LOS MALES DE LA UNIÓN EUROPEA


            Es muy posible que el gran problema de Europa, lejos de la constante amenaza yihadista, sea la desaparición del espíritu de concordia de los padres fundadores que, escarmentados de tanto error y tanto nacionalismo nefasto, lo dieron todo para volver a sentar las bases del Sacro Imperio de Carlomagno, o sea, Europa, la Europa unida, pese a sus diferencias idiomáticas, culturales y raciales; poner de relieve lo que nos unía –la historia y sus avatares– sobre lo que nos separaba, que también era mucho. Había que empezar por la economía en el Tratado de Roma, que acaba de cumplir 60 años, como así se hizo –primum vivere–, para luego pasar progresivamente a la unión ideológica y política, que impidiera posibles nuevas catástrofes, asunto harto delicado por lo que ello conllevaba de renuncia a la soberanía de los distintos países.
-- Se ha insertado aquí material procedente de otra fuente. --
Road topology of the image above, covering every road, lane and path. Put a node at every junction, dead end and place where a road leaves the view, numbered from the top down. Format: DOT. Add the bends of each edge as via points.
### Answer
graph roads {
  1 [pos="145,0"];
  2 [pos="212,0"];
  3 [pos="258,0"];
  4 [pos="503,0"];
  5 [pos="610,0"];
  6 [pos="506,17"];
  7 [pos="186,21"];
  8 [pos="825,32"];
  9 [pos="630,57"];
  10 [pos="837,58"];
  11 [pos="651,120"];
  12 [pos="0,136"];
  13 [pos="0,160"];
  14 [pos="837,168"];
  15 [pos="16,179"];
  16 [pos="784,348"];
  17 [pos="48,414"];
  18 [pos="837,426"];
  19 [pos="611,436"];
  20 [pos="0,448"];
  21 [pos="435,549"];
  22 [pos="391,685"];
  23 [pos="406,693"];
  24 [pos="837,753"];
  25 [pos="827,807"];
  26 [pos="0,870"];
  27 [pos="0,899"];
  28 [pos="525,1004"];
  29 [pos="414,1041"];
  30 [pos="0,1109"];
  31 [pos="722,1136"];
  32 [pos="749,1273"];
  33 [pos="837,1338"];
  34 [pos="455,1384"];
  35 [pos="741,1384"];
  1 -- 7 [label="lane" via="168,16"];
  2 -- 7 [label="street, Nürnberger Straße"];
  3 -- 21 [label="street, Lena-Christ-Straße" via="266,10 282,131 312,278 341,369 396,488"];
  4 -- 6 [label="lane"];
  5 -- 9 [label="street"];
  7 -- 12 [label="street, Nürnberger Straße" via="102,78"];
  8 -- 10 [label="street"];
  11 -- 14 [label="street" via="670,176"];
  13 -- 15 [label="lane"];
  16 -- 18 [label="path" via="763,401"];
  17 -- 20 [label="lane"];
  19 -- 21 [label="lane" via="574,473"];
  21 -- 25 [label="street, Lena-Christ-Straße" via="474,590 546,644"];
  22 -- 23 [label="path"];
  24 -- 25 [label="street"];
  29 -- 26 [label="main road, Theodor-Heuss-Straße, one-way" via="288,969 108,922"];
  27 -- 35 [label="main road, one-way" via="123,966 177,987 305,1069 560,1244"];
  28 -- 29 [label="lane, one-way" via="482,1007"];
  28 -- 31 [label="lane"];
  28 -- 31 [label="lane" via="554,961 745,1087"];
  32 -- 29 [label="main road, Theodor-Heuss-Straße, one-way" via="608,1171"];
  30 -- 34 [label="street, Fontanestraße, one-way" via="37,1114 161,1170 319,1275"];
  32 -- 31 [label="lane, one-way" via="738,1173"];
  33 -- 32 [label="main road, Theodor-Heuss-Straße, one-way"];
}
            La deriva, sin embargo, ha sido manifiesta desde el momento que, tras la desaparición de los grandes líderes –Helmut Kohl, François Mitterrand, Jacques Delors, Felipe González–, Bruselas fue cayendo en manos de tecnócratas inmisericordes y de burócratas carentes de ideología y sentido común. Hablamos, claro está, de los años en que la canciller Merkel, con sus imposiciones tiránicas ha generado un abismo difícil de colmar.
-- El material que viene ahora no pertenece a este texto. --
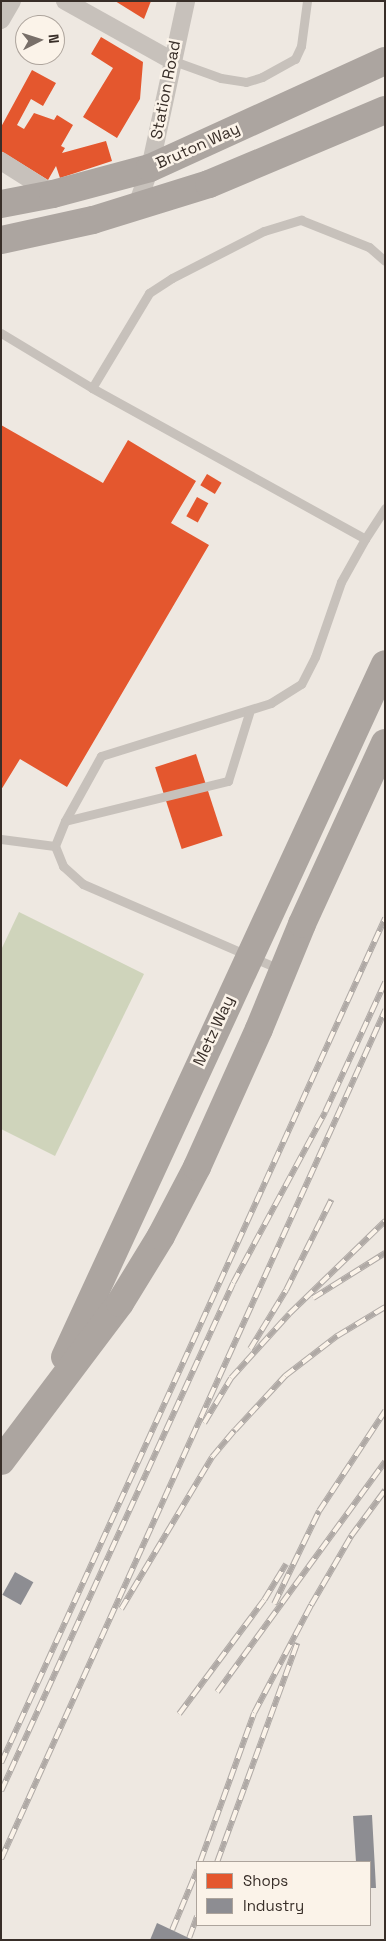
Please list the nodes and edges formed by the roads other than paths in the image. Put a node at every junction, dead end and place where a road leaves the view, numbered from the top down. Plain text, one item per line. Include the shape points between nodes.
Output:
1 (12, 1) edge
2 (65, 1) edge
3 (186, 1) edge
4 (307, 1) edge
5 (1, 20) edge
6 (171, 60) junction
7 (385, 61) edge
8 (385, 110) edge
9 (1, 161) edge
10 (150, 168) junction
11 (53, 194) junction
12 (1, 204) edge
13 (136, 208) junction
14 (1, 240) edge
15 (385, 261) edge
16 (1, 333) edge
17 (92, 388) junction
18 (385, 508) edge
19 (365, 539) junction
20 (385, 664) edge
21 (250, 710) junction
22 (385, 743) edge
23 (64, 821) junction
24 (1, 839) edge
25 (55, 846) junction
26 (249, 956) junction
27 (283, 971) junction
28 (45, 1399) junction
29 (1, 1461) edge

1 - 5 street
2 - 6 street
3 - 6 street, Station Road
4 - 6 lane via 301,46 295,59 262,77 246,82 221,78
6 - 10 street, Station Road
7 - 10 main road, Bruton Way
8 - 13 main road via 209,184
9 - 11 street
10 - 11 main road, Bruton Way
10 - 13 street, Station Road
11 - 12 main road, Bruton Way
13 - 14 main road
15 - 17 lane via 369,247 301,220 264,231 149,293
16 - 17 lane
17 - 19 lane
18 - 19 lane
19 - 21 lane via 341,582 315,656 301,684 271,703
20 - 26 main road, Metz Way
21 - 23 lane via 101,756
21 - 23 lane via 228,781
22 - 27 main road, Metz Way
23 - 25 lane
24 - 25 lane
25 - 26 lane via 63,866 83,884
26 - 27 lane
26 - 28 main road, Metz Way
27 - 28 main road, Metz Way via 197,1167 161,1236 120,1303
28 - 29 main road, Metz Way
            Bruselas, en los últimos veinte años, se ha convertido en una corte de intrigas palaciegas, al tiempo que, con la llegada, que no absorción, de los países del Este, la maquinaria se ha ido oxidando hasta el punto de relegar al olvido los propósitos idealistas de Adenauer. Error tras error, Europa, con la actitud insolidaria de Reino Unido, los populismos amenazantes y, por si fuera poco, la irrupción del ciclón Trump, corre hoy día, quién lo dijera, en gravísimo riesgo de desintegración.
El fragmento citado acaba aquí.